● DIRECTIONS: Search the records for the word "above". Copy every line where it appears.
(Beginning of DATA FOR THIS EXERCISE)
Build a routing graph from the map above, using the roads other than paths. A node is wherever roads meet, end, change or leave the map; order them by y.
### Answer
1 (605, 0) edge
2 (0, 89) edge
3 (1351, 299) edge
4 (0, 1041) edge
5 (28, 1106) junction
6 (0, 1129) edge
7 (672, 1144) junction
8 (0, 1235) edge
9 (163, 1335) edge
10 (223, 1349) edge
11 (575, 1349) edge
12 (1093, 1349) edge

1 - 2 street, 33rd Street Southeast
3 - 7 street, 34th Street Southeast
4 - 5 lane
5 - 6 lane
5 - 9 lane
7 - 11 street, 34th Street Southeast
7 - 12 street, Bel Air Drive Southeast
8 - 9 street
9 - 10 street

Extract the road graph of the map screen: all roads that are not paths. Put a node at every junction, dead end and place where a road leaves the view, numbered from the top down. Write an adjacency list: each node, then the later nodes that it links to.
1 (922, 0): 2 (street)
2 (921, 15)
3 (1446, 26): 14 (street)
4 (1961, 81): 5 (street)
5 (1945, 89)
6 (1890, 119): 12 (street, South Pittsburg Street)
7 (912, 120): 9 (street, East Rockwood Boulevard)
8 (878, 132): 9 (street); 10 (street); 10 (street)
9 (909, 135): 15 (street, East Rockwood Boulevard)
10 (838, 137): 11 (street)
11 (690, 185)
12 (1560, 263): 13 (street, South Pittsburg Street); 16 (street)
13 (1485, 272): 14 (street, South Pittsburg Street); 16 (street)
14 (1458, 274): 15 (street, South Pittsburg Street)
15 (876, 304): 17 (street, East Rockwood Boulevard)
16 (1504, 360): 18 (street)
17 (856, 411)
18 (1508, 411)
(End of DATA FOR THIS EXERCISE)
(Beginning of DATA FOR THIS EXERCISE)
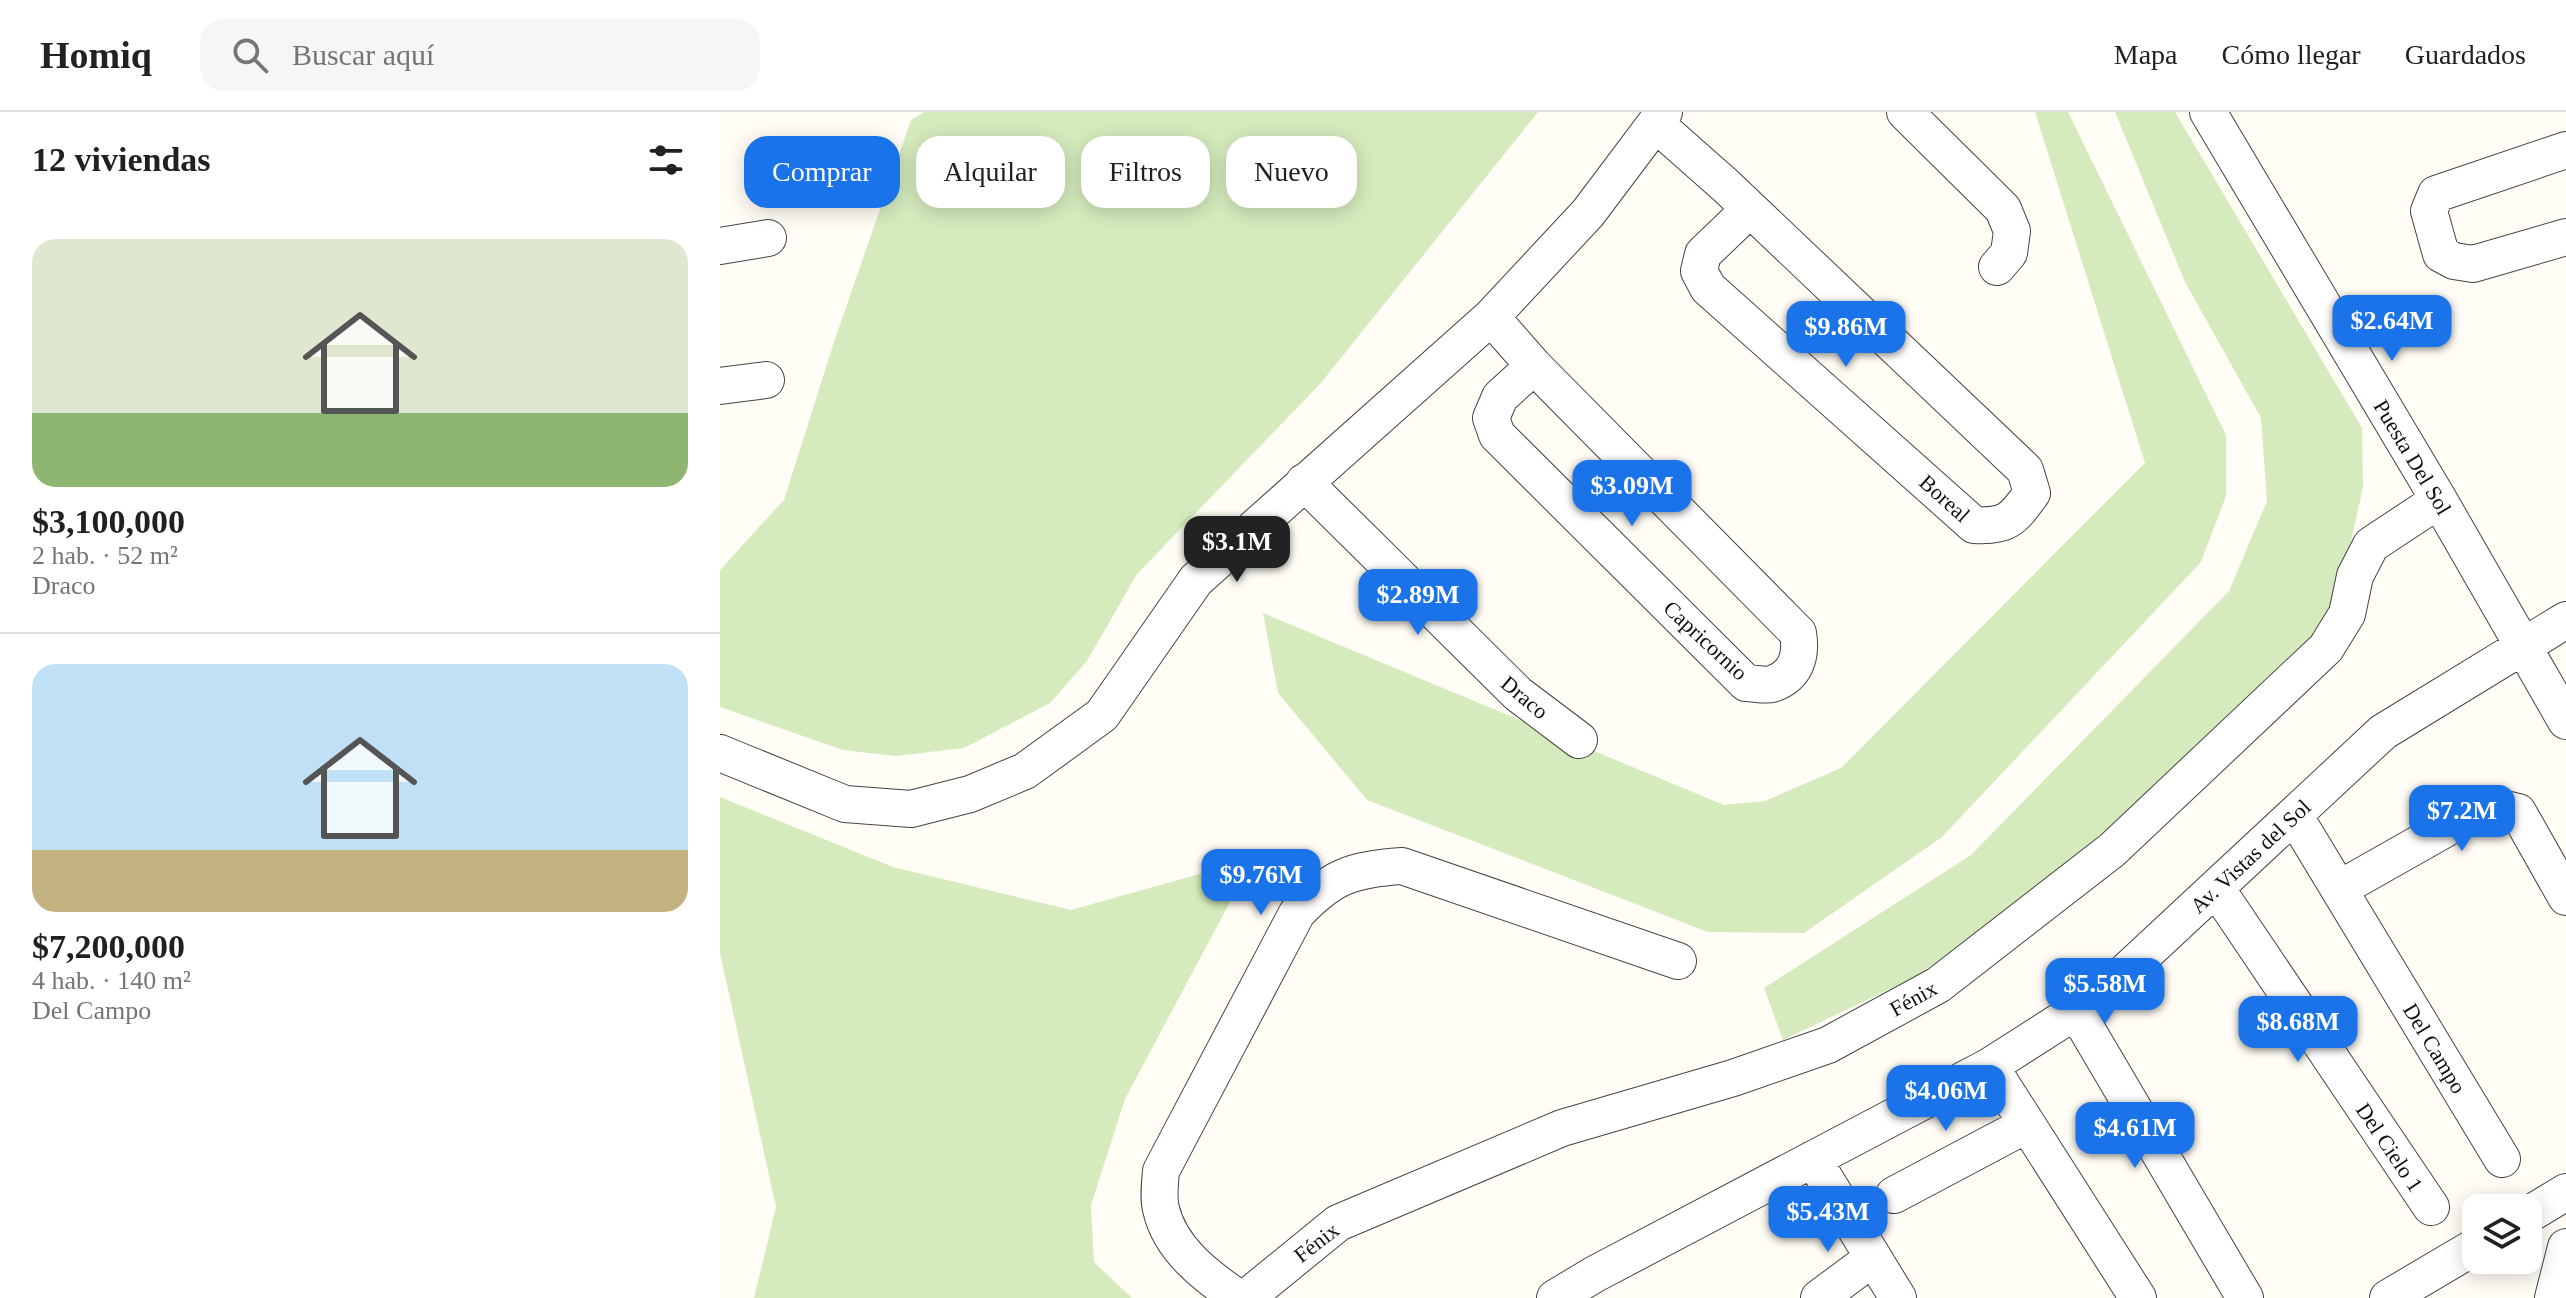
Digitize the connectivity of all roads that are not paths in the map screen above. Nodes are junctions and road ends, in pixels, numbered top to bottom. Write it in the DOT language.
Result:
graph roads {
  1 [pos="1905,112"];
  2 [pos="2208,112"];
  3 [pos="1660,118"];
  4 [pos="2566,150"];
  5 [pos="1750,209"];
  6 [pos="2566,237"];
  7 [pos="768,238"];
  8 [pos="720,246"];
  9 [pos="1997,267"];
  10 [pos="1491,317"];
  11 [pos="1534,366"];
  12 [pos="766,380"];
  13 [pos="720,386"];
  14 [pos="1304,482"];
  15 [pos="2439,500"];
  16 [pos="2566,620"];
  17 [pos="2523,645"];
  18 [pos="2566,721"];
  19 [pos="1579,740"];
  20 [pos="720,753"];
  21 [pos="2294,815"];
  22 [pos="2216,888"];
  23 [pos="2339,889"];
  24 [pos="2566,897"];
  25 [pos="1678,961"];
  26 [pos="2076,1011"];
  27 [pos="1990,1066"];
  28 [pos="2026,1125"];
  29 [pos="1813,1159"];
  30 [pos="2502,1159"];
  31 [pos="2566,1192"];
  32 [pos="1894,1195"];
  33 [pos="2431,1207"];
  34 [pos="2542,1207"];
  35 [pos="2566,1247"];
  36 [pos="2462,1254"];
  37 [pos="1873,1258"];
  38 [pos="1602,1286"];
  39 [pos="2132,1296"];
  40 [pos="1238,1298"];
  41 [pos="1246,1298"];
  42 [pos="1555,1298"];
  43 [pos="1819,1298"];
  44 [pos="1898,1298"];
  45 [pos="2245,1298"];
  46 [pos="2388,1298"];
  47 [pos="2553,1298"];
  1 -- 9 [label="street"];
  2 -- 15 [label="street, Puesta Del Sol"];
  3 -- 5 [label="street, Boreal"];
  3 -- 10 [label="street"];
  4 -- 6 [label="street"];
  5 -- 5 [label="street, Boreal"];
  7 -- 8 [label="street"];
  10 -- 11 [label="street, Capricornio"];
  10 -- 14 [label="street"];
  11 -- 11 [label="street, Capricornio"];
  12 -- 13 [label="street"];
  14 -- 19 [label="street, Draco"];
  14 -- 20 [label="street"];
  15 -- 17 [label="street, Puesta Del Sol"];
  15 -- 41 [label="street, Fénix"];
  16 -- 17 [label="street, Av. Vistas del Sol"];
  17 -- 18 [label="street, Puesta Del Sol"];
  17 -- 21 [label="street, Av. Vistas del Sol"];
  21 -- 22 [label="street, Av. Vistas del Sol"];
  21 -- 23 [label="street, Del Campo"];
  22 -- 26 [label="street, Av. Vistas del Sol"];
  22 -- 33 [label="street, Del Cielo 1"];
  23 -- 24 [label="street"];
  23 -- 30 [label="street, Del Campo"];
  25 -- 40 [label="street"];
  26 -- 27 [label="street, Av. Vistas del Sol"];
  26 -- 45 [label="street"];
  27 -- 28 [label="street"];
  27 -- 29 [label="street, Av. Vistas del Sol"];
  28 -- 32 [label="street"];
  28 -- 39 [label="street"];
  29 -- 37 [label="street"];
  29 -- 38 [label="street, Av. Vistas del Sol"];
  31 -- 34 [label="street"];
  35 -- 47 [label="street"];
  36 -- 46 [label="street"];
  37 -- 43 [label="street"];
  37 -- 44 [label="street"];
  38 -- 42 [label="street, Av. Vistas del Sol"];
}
(End of DATA FOR THIS EXERCISE)
(Beginning of DATA FOR THIS EXERCISE)
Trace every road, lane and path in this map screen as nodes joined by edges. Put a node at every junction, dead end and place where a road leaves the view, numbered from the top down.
(End of DATA FOR THIS EXERCISE)
● PROBLEM SOLUTION:
Build a routing graph from the map above, using the roads other than paths. A node is wherever roads meet, end, change or leave the map; order them by y.
Digitize the connectivity of all roads that are not paths in the map screen above. Nodes are junctions and road ends, in pixels, numbered top to bottom. Write it in the DOT language.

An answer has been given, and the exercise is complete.